A fire on New Year’s Eve destroyed the Vondelkerk in Amsterdam, a monumental neo-Gothic building on the edge of the Vondelpark. The fire was reported around 00.50 and broke out in the tower: the flames came out of the roof and, according to the rescuers, the main problem was the rain of sparks and fragments over a large area, which put nearby houses at risk. For fear of spread, the authorities evacuated several dozen homes and issued an alert inviting residents to close doors and windows due to the smoke and not to clog the emergency lines unless their lives are in danger. The area around the building was cordoned off and the police asked onlookers to leave due to the risk of collapse. During the intervention the structure collapsed: first pieces of the top fell, then the tower collapsed.
Building “no longer saveable”
The Amsterdam-Amstelland ‘safety region’, the public body that coordinates emergencies in the capital area, spoke of a building that was “no longer saveable”, with operations focused on containing the fire and protecting the surrounding homes. To supply the hoses, the firefighters also took water from a tank in the Vondelpark and, according to the NOS, operational support from a navy scale vehicle also arrived. Mayor Femke Halsema, present at the scene, described the fire as “terrible” and particularly distressing for those living in the adjacent streets. At the moment there are no injuries and the causes of the fire remain to be ascertained.
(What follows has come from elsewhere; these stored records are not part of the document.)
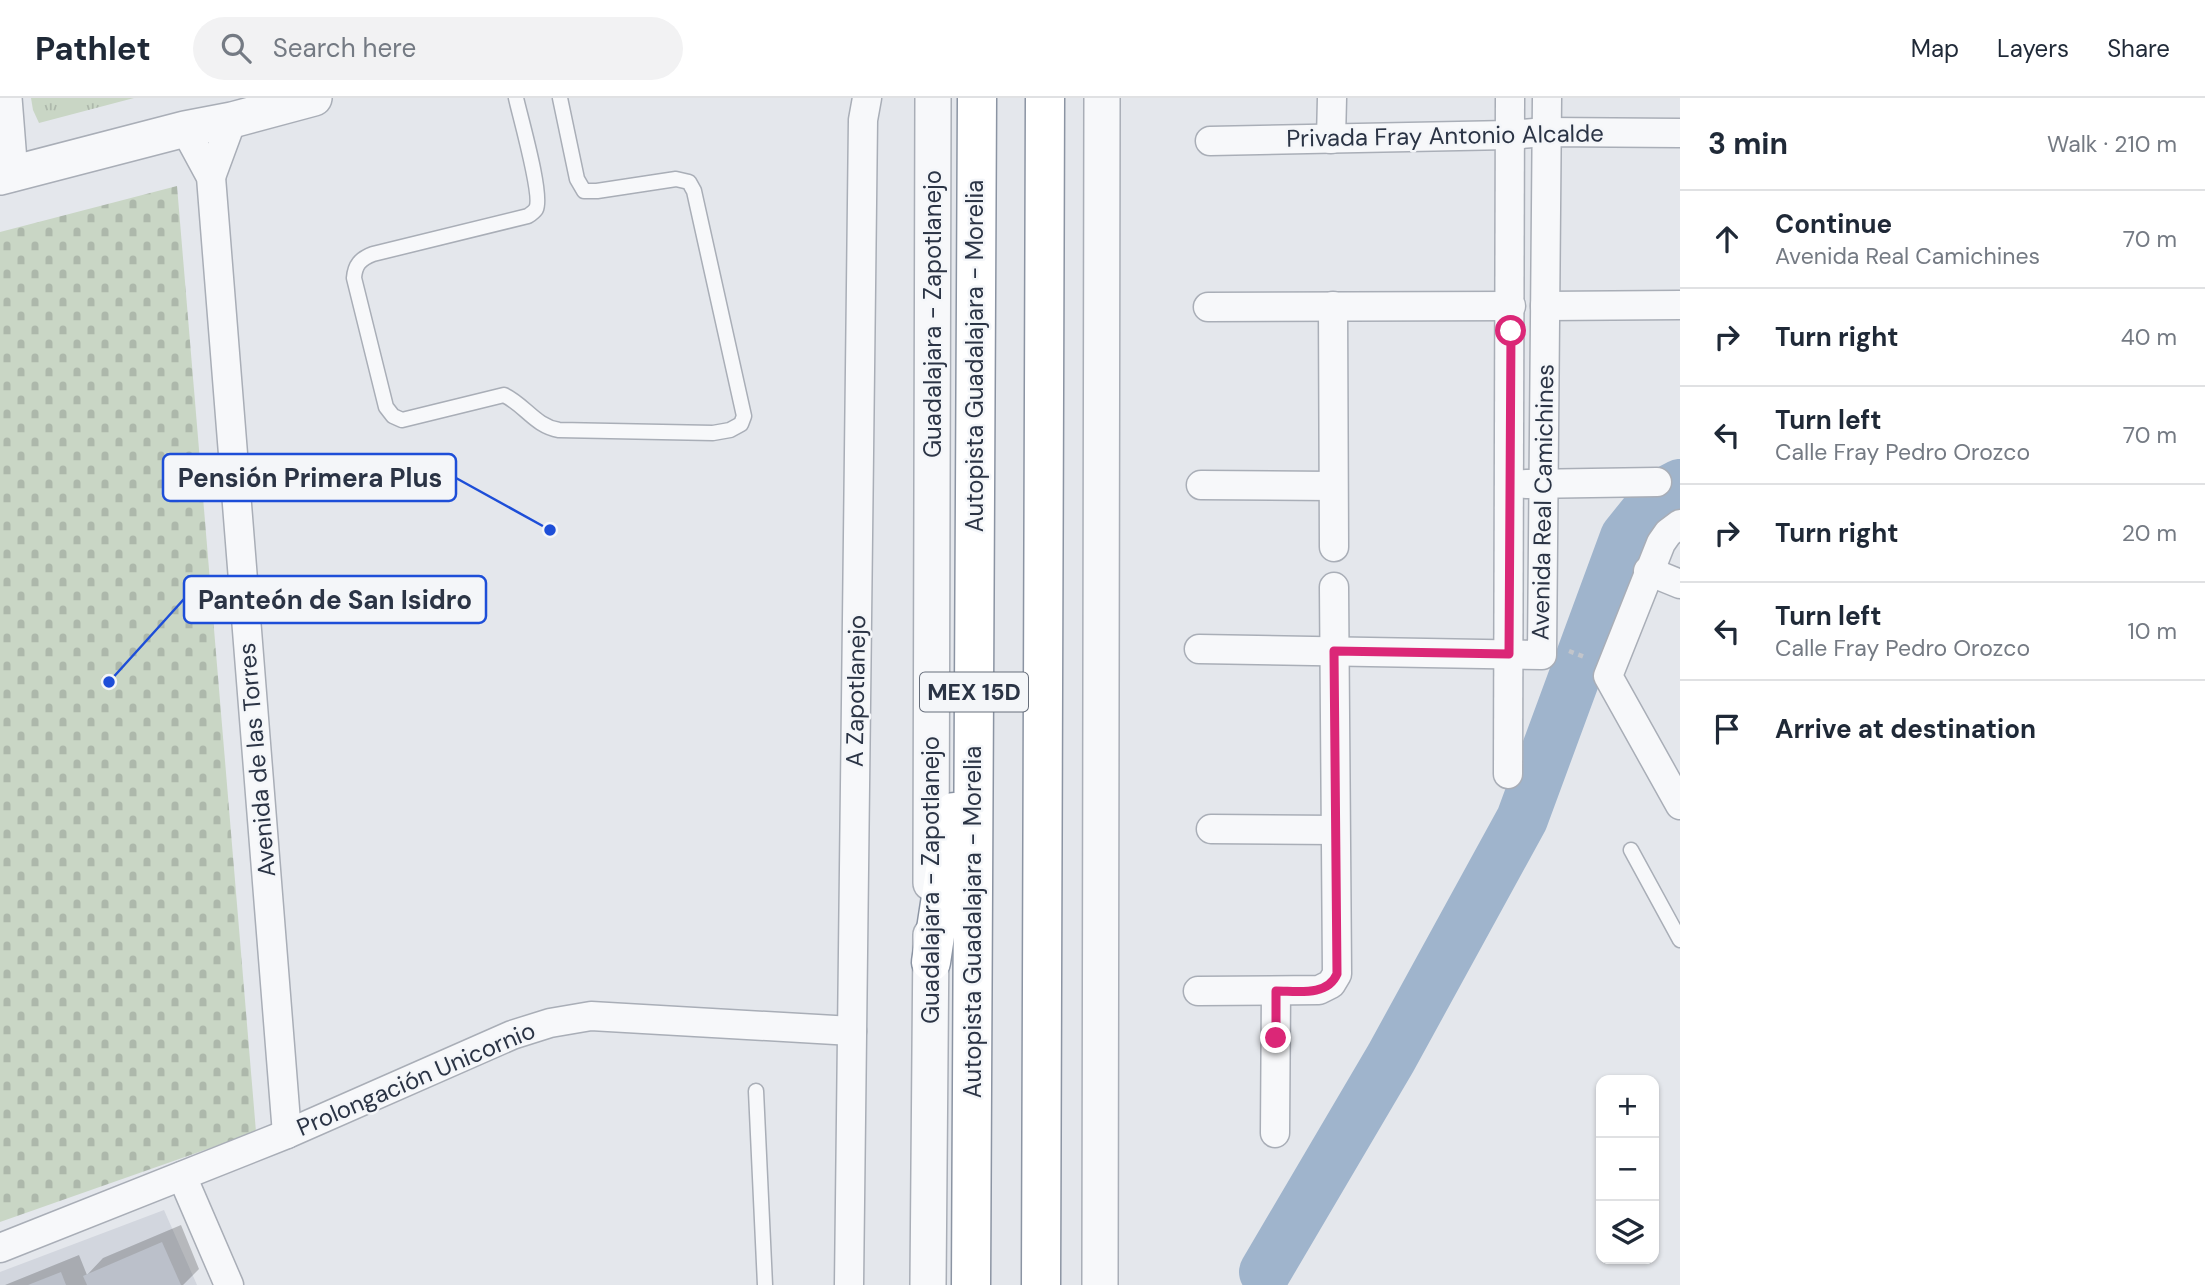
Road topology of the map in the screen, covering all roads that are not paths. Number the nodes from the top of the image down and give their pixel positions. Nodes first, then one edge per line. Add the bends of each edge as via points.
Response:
1 (4, 98) edge
2 (314, 98) edge
3 (516, 98) edge
4 (560, 98) edge
5 (867, 98) edge
6 (921, 98) edge
7 (933, 98) edge
8 (976, 98) edge
9 (1045, 98) edge
10 (1102, 98) edge
11 (1332, 98) edge
12 (1510, 98) edge
13 (1546, 98) edge
14 (231, 109) edge
15 (184, 113) edge
16 (933, 132) junction
17 (1546, 132) junction
18 (1680, 133) edge
19 (1509, 135) junction
20 (1331, 139) junction
21 (1210, 141) dead end
22 (5, 176) edge
23 (211, 177) junction
24 (1680, 305) edge
25 (1333, 306) junction
26 (1511, 306) junction
27 (1545, 306) junction
28 (1208, 307) dead end
29 (1657, 482) dead end
30 (1510, 484) junction
31 (1544, 484) junction
32 (1201, 485) dead end
33 (1333, 486) junction
34 (1680, 524) edge
35 (1334, 547) dead end
36 (1648, 571) junction
37 (1680, 584) edge
38 (1334, 587) dead end
39 (1199, 649) dead end
40 (1334, 651) junction
41 (1509, 654) junction
42 (974, 682) junction
43 (1508, 774) dead end
44 (1680, 805) edge
45 (1211, 828) dead end
46 (1335, 830) junction
47 (1631, 850) dead end
48 (1680, 940) edge
49 (931, 962) junction
50 (1198, 991) dead end
51 (1276, 991) junction
52 (852, 1031) junction
53 (756, 1091) dead end
54 (1275, 1133) dead end
55 (287, 1134) junction
56 (182, 1176) junction
57 (0, 1248) edge
58 (229, 1285) edge
59 (765, 1285) edge
60 (846, 1285) edge
61 (928, 1285) edge
62 (971, 1285) edge
63 (1041, 1285) edge
64 (1100, 1285) edge

1 - 22 street
2 - 14 street
3 - 4 lane via 537,192 533,213 373,254 354,270 386,407 402,420 414,419 504,395 538,423 559,430 730,430 741,424 744,416 694,191 689,182 676,179 584,191 577,179
5 - 52 street, A Zapotlanejo via 863,120
6 - 16 street
7 - 16 street, Guadalajara - Zapotlanejo
8 - 42 highway, Autopista Guadalajara - Morelia / MEX 15D
9 - 63 highway, MEX 15D
10 - 64 street
11 - 20 street
12 - 19 street, Avenida Real Camichines
13 - 17 street, Avenida Real Camichines
14 - 15 street
14 - 23 street, Avenida de las Torres
15 - 22 street
15 - 23 street, Avenida de las Torres
16 - 49 street, Guadalajara - Zapotlanejo
17 - 18 street, Privada Fray Antonio Alcalde
17 - 19 street, Privada Fray Antonio Alcalde
17 - 27 street, Avenida Real Camichines
19 - 20 street, Privada Fray Antonio Alcalde
19 - 26 street, Avenida Real Camichines
20 - 21 street, Privada Fray Antonio Alcalde
23 - 55 street, Avenida de las Torres
24 - 27 street
25 - 26 street
25 - 28 street
25 - 33 street
26 - 30 street, Avenida Real Camichines
27 - 31 street, Avenida Real Camichines
29 - 31 street
30 - 31 street
30 - 41 street, Avenida Real Camichines
31 - 41 street, Avenida Real Camichines via 1552,651
32 - 33 street
33 - 35 street
34 - 36 street via 1661,543
36 - 37 street
36 - 44 street via 1608,677
38 - 40 street
39 - 40 street
40 - 41 street
40 - 46 street
41 - 43 street, Avenida Real Camichines
42 - 49 highway
42 - 62 highway, Autopista Guadalajara - Morelia / MEX 15D
45 - 46 street
46 - 51 street via 1337,974 1332,984 1319,990
47 - 48 lane
49 - 61 street, Guadalajara - Zapotlanejo
50 - 51 street
51 - 54 street
52 - 55 street, Prolongación Unicornio via 591,1016 550,1023 512,1035
52 - 60 street, A Zapotlanejo
53 - 59 lane
55 - 56 street, Prolongación Unicornio
56 - 57 street, Prolongación Unicornio
56 - 58 street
The Vondelkerk by PJH Cuypers
The Vondelkerk is located in Vondelstraat, in the Amsterdam-West district, and is one of the best-known projects by PJH Cuypers, the architect of the Rijksmuseum and Centraal Station. The tower, the dominant element of the building, has also had structural steel components over time: a previous version was destroyed in another fire in 1904 and was rebuilt in its definitive form in 1906. Inside, the liturgical and decorative equipment has been completed over time: the organ dates back to the end of the nineteenth century, the stained glass windows from the following years. The building is protected as a Rijksmonument, that is, a nationally protected historical asset.